The Tang mentions “earthquakes” a lot. In addition to dealing with natural disasters, Taiwan is located in a tectonically active region known as the “Ring of Fire,” a euphemism for incidents involving tensions with China, including cyberattacks.

“It’s a very apt analogy because an earthquake won’t give you much warning,” Tang, 42, said.

China views Taiwan as part of its territory and vows to one day take control of it, by force if necessary. President Tsai Ing-wen’s government rejects Beijing’s claim, saying the island is already a de facto independent state. And with Taiwan holding presidential elections in early 2024, China is expected to step up efforts to influence the vote.

But Tang’s creation of digital resilience by the end of 2024 is a challenging goal.

The island’s disaster response plan calls for 700 satellite receivers to be deployed across Taiwan. Some of the receivers must be fixed, others mobile, and they must be configured to receive communications from multiple constellations of low Earth orbit and medium Earth orbit satellites.

To get there, the government has opened applications for research institutes to participate in the proof-of-concept testing and verification phase. At least three have signed up so far, Tang said. The winner will start working with satellite providers. Among the providers, the Franco-Luxembourg company SES Global now has two receivers in Taiwan.

Tang said OneWeb, a satellite provider with investors including the U.K. government, Indian conglomerate Bharti Global and Softbank Group Corp., has signaled interest, as has Project Kuiper, an initiative by Amazon.com Inc. to create more than 3000 LEO constellations. satellites. But none of them are currently available.

Only Starlink Inc.’s SpaceX satellite constellation has a live stream at this time. Tang describes Starlink as a potential supplier, but adds that he is looking at more than one participant to “ensure that when disaster strikes, multiple constellations have to be destroyed or disrupted to cut us off from communication with the outside world.”

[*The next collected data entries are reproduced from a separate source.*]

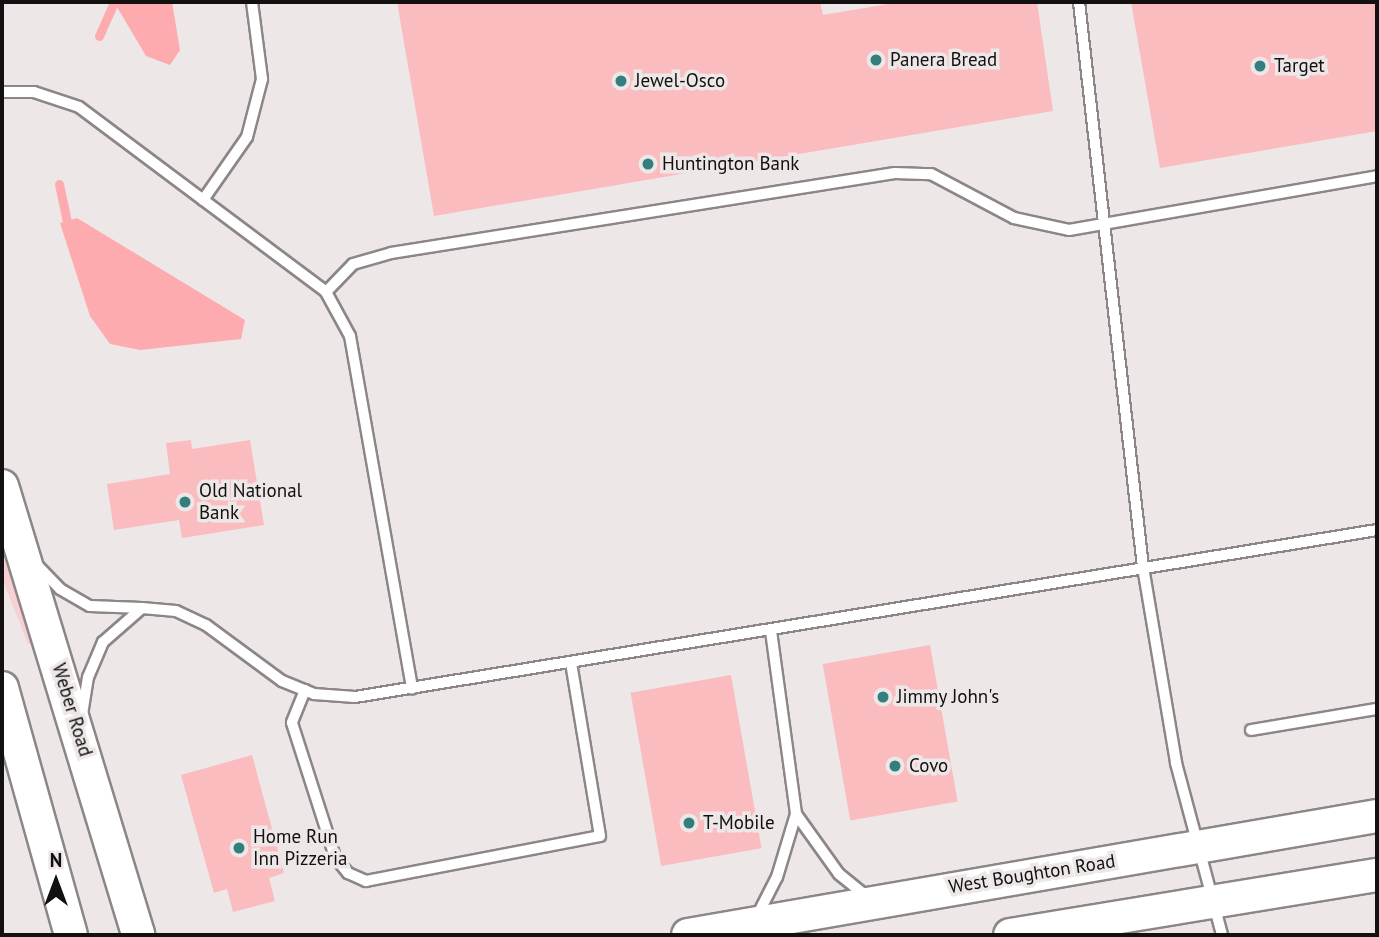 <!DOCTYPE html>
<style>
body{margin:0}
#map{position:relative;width:1379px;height:937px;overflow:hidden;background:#eee7e7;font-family:"PT Sans",sans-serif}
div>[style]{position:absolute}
.green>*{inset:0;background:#f6d0d2}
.water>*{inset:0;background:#fdabaf}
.stream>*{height:9px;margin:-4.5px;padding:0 4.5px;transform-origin:4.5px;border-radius:4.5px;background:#fdabaf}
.building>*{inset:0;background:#fabcbf;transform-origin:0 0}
.roads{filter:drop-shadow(2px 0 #8c8686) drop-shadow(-2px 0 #8c8686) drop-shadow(0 2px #8c8686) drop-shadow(0 -2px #8c8686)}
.service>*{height:10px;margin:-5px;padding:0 5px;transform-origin:5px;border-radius:5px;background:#fff}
.secondary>*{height:32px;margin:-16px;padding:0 16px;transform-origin:16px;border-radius:16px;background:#fff}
.dots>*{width:19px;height:19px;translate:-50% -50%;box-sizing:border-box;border:4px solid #eee7e7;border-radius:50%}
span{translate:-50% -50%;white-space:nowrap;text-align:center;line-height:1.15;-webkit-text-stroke:7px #eee7e7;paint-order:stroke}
.poi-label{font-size:19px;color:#121010}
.left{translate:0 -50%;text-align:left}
.street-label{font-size:19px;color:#121010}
.frame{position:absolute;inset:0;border:4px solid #121010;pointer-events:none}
.north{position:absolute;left:21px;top:846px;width:70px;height:70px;-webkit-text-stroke:5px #eee7e7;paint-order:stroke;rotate:0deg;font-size:19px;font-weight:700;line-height:28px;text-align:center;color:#121010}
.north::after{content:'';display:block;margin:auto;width:24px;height:32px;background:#121010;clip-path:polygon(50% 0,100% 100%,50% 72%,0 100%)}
</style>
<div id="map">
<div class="green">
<div style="clip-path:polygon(2px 550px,8px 569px,32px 644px,28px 644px,2px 578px)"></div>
</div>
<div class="water">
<div style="clip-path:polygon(114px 2px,172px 2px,180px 50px,170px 65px,146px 56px)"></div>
<div style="clip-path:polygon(77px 218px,245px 320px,241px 339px,140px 350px,110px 344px,90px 316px,60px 223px)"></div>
</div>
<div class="stream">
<div style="left:99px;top:36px;width:37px;rotate:-66deg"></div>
<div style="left:59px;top:184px;width:38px;rotate:78deg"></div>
</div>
<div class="building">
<div style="clip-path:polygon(397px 2px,820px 2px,823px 15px,900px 2px,1037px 2px,1053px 111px,434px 216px)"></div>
<div style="clip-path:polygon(1131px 2px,1377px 2px,1377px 131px,1160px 168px)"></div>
<div style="clip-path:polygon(191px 440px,192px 449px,250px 440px,264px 525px,182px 538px,179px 520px,114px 530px,107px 484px,170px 474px,166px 443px)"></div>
<div style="left:930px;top:645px;width:159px;height:109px;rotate:80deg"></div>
<div style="left:731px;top:675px;width:176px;height:102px;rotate:80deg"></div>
<div style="clip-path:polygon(252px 755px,284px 873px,269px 878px,275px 901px,233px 912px,227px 889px,214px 893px,181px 775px)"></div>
</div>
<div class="roads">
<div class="service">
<div style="left:1079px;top:2px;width:569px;rotate:83.54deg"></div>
<div style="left:1143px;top:567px;width:199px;rotate:80.4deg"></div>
<div style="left:1176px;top:763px;width:178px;rotate:75deg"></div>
<div style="left:2px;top:92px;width:32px"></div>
<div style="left:34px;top:92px;width:47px;rotate:18.4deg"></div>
<div style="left:79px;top:107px;width:309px;rotate:36.8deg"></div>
<div style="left:326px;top:292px;width:50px;rotate:61.4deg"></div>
<div style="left:350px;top:336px;width:358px;rotate:80deg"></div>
<div style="left:203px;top:200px;width:77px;rotate:-55.1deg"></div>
<div style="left:247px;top:137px;width:60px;rotate:-75.5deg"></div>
<div style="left:262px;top:79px;width:78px;rotate:-97.4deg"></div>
<div style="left:326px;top:292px;width:39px;rotate:-46deg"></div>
<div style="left:353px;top:264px;width:40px;rotate:-16deg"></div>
<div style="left:391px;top:253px;width:510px;rotate:-9.02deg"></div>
<div style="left:895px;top:173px;width:36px;rotate:2deg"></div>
<div style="left:931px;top:174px;width:94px;rotate:27.9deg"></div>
<div style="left:1014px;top:218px;width:56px;rotate:12.3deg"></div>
<div style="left:1069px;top:230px;width:313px;rotate:-9.9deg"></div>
<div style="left:37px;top:565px;width:33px;rotate:46deg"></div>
<div style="left:60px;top:589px;width:34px;rotate:30deg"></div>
<div style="left:90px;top:606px;width:52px;rotate:2.2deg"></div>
<div style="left:142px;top:608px;width:52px;rotate:138.9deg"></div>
<div style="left:103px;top:642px;width:38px;rotate:113deg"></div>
<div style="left:88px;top:677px;width:36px;rotate:99deg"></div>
<div style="left:142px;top:608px;width:34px;rotate:5deg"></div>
<div style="left:176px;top:611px;width:33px;rotate:25deg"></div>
<div style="left:206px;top:625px;width:94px;rotate:36.4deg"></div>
<div style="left:282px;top:681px;width:35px;rotate:22deg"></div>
<div style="left:314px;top:694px;width:41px;rotate:4.2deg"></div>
<div style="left:355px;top:697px;width:1036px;rotate:-9.28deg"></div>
<div style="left:771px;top:631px;width:185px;rotate:82.2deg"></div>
<div style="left:305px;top:690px;width:35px;rotate:112deg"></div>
<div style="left:292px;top:723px;width:141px;rotate:72.2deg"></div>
<div style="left:335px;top:857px;width:21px;rotate:51deg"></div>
<div style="left:348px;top:873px;width:20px;rotate:24deg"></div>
<div style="left:366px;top:881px;width:238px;rotate:-10.9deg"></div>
<div style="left:600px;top:836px;width:175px;rotate:-99.5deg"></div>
<div style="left:1251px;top:730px;width:128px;rotate:-9.5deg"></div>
<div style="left:757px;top:916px;width:44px;rotate:-62.9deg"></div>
<div style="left:777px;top:877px;width:66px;rotate:-73.2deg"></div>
<div style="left:796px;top:814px;width:74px;rotate:54.4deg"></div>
<div style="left:839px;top:874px;width:38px;rotate:39deg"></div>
</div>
<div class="secondary">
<div style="left:2px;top:486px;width:469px;rotate:73.1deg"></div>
<div style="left:2px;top:688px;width:256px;rotate:74.4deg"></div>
<div style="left:688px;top:935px;width:699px;rotate:-9.8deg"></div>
<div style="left:1010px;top:935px;width:372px;rotate:-9.3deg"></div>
</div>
</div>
<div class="dots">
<div style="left:876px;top:60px;background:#357e7e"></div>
<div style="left:1260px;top:66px;background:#357e7e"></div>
<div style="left:621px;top:81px;background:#357e7e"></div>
<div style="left:648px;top:164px;background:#357e7e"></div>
<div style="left:185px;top:502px;background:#357e7e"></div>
<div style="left:883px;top:697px;background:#357e7e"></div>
<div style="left:895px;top:766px;background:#357e7e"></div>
<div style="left:689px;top:823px;background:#357e7e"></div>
<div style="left:239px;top:848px;background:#357e7e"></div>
</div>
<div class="poi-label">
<span class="left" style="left:890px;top:60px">Panera Bread</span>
<span class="left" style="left:1274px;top:66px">Target</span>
<span class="left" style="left:635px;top:81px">Jewel-Osco</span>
<span class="left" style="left:662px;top:164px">Huntington Bank</span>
<span class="left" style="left:199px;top:502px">Old National<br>Bank</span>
<span class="left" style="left:897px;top:697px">Jimmy John's</span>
<span class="left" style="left:909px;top:766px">Covo</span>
<span class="left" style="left:703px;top:823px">T-Mobile</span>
<span class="left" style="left:253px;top:848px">Home Run<br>Inn Pizzeria</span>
</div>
<div class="street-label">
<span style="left:72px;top:710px;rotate:73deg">Weber Road</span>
<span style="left:1032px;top:874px;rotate:-9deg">West Boughton Road</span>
</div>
<div class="frame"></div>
<div class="north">N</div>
</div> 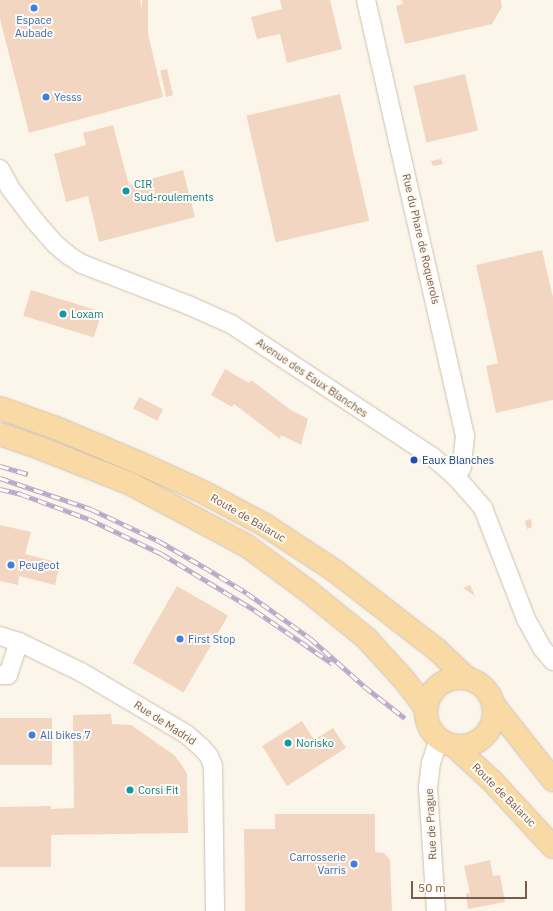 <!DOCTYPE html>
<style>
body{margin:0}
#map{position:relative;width:553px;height:911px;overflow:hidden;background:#fcf6ea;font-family:"IBM Plex Sans",sans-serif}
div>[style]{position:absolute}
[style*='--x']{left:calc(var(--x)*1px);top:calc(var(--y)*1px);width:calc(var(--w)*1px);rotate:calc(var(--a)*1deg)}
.building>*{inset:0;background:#f2d6c2;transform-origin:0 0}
.roads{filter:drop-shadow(0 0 1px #cfbeaf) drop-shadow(0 0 1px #cfbeaf)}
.minor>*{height:18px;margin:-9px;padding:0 9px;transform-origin:9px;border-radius:9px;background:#fff}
.major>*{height:22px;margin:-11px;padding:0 11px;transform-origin:11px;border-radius:11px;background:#f9daa5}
.major>.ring{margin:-11px;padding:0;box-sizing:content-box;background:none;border:22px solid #f9daa5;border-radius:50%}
.rail>*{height:4.5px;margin-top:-2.25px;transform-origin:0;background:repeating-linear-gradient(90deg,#fffaf1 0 9px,#b9a7c8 0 18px);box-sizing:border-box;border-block:1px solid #b9a7c8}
.dots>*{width:11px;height:11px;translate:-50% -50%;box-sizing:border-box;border:2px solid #fffaf1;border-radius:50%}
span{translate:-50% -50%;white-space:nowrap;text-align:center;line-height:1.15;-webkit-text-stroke:4px #fffaf1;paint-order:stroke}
.shop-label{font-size:11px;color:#366cbe}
.left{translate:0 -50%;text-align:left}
.right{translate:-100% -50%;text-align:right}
.culture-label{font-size:11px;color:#0d838f}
.street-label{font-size:11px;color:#785d4d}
.transit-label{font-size:11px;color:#164399}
.scale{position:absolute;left:411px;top:881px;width:116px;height:18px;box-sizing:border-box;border:2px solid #785d4d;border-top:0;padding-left:5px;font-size:12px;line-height:14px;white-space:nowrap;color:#785d4d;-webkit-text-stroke:3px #fffaf1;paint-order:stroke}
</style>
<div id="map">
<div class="building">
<i style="clip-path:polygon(0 0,140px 0,163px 97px,29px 133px,0 19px)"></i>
<i style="left:142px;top:0;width:6px;height:52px"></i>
<i style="clip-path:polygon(280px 0,330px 0,342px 49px,287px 63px,280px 34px,257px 39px,251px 17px,282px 9px)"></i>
<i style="clip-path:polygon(402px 0,501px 0,502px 7px,492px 24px,405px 44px,396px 6px,403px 4px)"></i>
<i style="left:167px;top:69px;width:27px;height:7px;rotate:77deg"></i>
<i style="left:465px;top:74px;width:58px;height:53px;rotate:77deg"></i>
<i style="left:340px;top:94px;width:130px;height:96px;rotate:77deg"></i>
<i style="clip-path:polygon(113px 125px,129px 185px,183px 170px,195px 217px,99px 242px,88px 196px,66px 202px,54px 154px,86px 145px,83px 133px)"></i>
<i style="clip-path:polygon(441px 159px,443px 164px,433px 166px,431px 161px)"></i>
<i style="clip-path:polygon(542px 250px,553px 297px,553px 400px,496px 413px,486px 366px,498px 363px,476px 265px)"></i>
<i style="left:31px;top:290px;width:74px;height:27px;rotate:17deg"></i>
<i style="clip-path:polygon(225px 369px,249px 383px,251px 380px,291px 410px,308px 419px,301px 445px,281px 435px,280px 439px,234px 404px,232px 407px,211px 395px)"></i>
<i style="left:139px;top:397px;width:27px;height:13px;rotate:27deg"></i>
<i style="clip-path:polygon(531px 519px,532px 527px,527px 529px,525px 521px)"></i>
<i style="clip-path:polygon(0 525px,31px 532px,25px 554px,60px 563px,55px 585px,19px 576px,18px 585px,0 581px)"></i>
<i style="clip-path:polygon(470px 585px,475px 596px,463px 588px)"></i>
<i style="left:177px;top:586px;width:59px;height:89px;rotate:30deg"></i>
<i style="clip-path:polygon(111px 714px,112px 724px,131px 725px,174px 755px,181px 764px,187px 774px,188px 833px,51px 835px,51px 867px,0 867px,0 807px,51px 806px,51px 809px,74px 808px,73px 715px)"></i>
<i style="left:0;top:718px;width:52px;height:47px"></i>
<i style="clip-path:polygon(302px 721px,314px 740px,333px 728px,346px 748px,287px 786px,262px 746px)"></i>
<i style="clip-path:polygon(275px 814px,375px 814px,375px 852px,384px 853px,390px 860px,392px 911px,245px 911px,244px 829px,275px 829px)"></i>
<i style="clip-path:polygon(490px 860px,493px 876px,500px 875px,505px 902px,468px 909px,466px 894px,470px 893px,464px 866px)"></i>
</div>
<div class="roads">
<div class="minor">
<i style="--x:366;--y:0;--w:447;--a:77.2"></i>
<i style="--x:465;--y:436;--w:31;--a:96"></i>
<i style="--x:462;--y:467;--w:12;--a:121"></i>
<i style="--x:0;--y:169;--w:21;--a:62"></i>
<i style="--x:10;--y:188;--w:41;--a:52.9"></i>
<i style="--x:35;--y:221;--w:30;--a:49"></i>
<i style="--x:55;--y:244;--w:17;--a:40"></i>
<i style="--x:68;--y:255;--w:17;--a:33"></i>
<i style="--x:82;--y:264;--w:114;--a:21.1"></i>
<i style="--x:188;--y:305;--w:47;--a:23.8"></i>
<i style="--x:231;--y:324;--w:243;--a:33.4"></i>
<i style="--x:434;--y:458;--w:29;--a:41"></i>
<i style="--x:456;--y:477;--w:41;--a:48.9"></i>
<i style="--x:483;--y:508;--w:119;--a:68.8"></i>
<i style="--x:526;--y:619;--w:33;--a:61"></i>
<i style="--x:542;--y:648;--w:17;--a:50"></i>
<i style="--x:0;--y:636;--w:20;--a:18"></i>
<i style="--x:19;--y:642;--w:69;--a:25.8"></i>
<i style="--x:81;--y:672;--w:122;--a:30.6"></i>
<i style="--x:186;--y:734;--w:20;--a:41"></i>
<i style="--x:201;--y:747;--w:12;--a:48"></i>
<i style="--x:209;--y:756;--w:11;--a:68"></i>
<i style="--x:213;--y:766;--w:145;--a:89.2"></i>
<i style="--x:0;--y:675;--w:8;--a:0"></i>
<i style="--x:8;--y:675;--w:35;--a:-72"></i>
<i style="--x:436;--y:911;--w:124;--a:-93.7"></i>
<i style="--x:428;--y:787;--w:24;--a:-83"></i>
<i style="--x:431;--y:763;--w:26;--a:-72"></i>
</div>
<div class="major">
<i style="--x:0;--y:408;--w:59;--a:19.7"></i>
<i style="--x:56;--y:428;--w:88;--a:22.8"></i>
<i style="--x:137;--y:462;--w:75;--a:24.5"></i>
<i style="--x:205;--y:493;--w:68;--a:28.1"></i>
<i style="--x:265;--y:525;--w:84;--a:33.3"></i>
<i style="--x:335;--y:571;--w:128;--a:37.7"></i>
<i style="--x:436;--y:649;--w:42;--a:43.1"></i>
<i style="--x:0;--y:434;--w:42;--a:19.3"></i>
<i style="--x:40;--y:448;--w:98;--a:21.6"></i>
<i style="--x:131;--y:484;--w:132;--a:28.1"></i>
<i style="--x:247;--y:546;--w:76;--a:36.4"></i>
<i style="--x:308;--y:591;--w:75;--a:39"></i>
<i style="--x:366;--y:638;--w:59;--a:47.7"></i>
<i style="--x:406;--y:682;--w:34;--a:53"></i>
<i class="ring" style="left:426px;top:678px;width:46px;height:46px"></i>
<i style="--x:493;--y:704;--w:97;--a:51.7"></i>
<i style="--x:453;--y:745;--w:54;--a:42.8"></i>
<i style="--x:493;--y:782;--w:88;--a:47.3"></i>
</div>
</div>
<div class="rail">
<i style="--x:0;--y:466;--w:29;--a:16"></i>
<i style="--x:0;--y:478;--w:96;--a:18.8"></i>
<i style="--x:91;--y:509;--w:75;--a:25.2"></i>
<i style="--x:159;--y:541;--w:52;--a:30"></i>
<i style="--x:204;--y:567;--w:50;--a:31.2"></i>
<i style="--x:247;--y:593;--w:77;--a:35.5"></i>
<i style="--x:310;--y:638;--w:72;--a:41.6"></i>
<i style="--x:364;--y:686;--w:52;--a:38"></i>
<i style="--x:0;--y:489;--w:22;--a:13"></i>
<i style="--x:21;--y:494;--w:72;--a:20.2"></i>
<i style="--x:89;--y:519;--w:81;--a:25.6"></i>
<i style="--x:162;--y:554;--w:110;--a:31.2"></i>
<i style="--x:256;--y:611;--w:93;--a:34.5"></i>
</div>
<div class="dots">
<i style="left:34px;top:8px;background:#3f7fe0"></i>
<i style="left:46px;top:97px;background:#3f7fe0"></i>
<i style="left:126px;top:191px;background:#0f9aa8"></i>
<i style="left:63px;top:314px;background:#0f9aa8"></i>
<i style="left:414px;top:460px;background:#1a4fb4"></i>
<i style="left:11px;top:565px;background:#3f7fe0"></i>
<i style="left:180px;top:639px;background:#3f7fe0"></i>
<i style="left:32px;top:735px;background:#3f7fe0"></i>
<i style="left:288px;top:743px;background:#0f9aa8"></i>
<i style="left:130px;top:790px;background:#0f9aa8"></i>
<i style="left:354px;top:864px;background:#3f7fe0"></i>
</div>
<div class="shop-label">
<span style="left:34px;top:27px">Espace<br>Aubade</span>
<span class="left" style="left:54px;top:97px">Yesss</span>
<span class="left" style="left:19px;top:565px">Peugeot</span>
<span class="left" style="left:188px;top:639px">First Stop</span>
<span class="left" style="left:40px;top:735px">All bikes 7</span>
<span class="right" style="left:346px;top:864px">Carrosserie<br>Varris</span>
</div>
<div class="culture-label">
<span class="left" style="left:134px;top:191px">CIR<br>Sud-roulements</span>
<span class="left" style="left:71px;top:314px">Loxam</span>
<span class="left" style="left:296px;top:743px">Norisko</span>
<span class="left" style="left:138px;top:790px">Corsi Fit</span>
</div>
<div class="street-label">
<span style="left:421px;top:239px;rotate:77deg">Rue du Phare de Roquerols</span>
<span style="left:312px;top:378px;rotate:34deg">Avenue des Eaux Blanches</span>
<span style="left:248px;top:518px;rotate:30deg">Route de Balaruc</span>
<span style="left:165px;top:723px;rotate:33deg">Rue de Madrid</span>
<span style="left:504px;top:795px;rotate:45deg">Route de Balaruc</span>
<span style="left:431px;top:824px;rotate:-93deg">Rue de Prague</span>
</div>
<div class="transit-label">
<span class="left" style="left:422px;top:460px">Eaux Blanches</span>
</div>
<div class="scale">50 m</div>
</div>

That means for now, Taiwan’s satellite power pales in comparison to the coverage it currently gets from its 14 undersea cables, said Kenny Huang, president and CEO of the Taiwan Network Information Center, a nonprofit that is partly owned by the Taiwanese government. :

Current satellite power “adds only about 0.01% of the transmission capacity of submarine cables,” Huang said.

However, submarine cables are highly vulnerable. Huang added that the plan to have 700 receivers would not be large enough to meet the communication needs of the island’s 23 million people.

Tang called the 700 receivers he initially sought to minimize to maintain basic communications. The government has earmarked $18 million in 2023-2024 to subsidize disaster response program testing and verification.

He added that the self-governing island has learned lessons from the conflict in Ukraine, which has faced repeated cyber attacks on its infrastructure and population by Russia. But Ukraine has access to the Starlink system, which has helped maintain communications since the war began.

It is not clear whether this is a realistic option for Taiwan. There are questions about whether SpaceX owner Elon Musk, whose Tesla Inc. has significant investments in China, would want the geopolitical headache of helping Taiwan. Musk suggested in comments to the Financial Times last year that Taiwan should agree to become a special administrative region of China, angering Taiwanese officials and drawing praise from Beijing.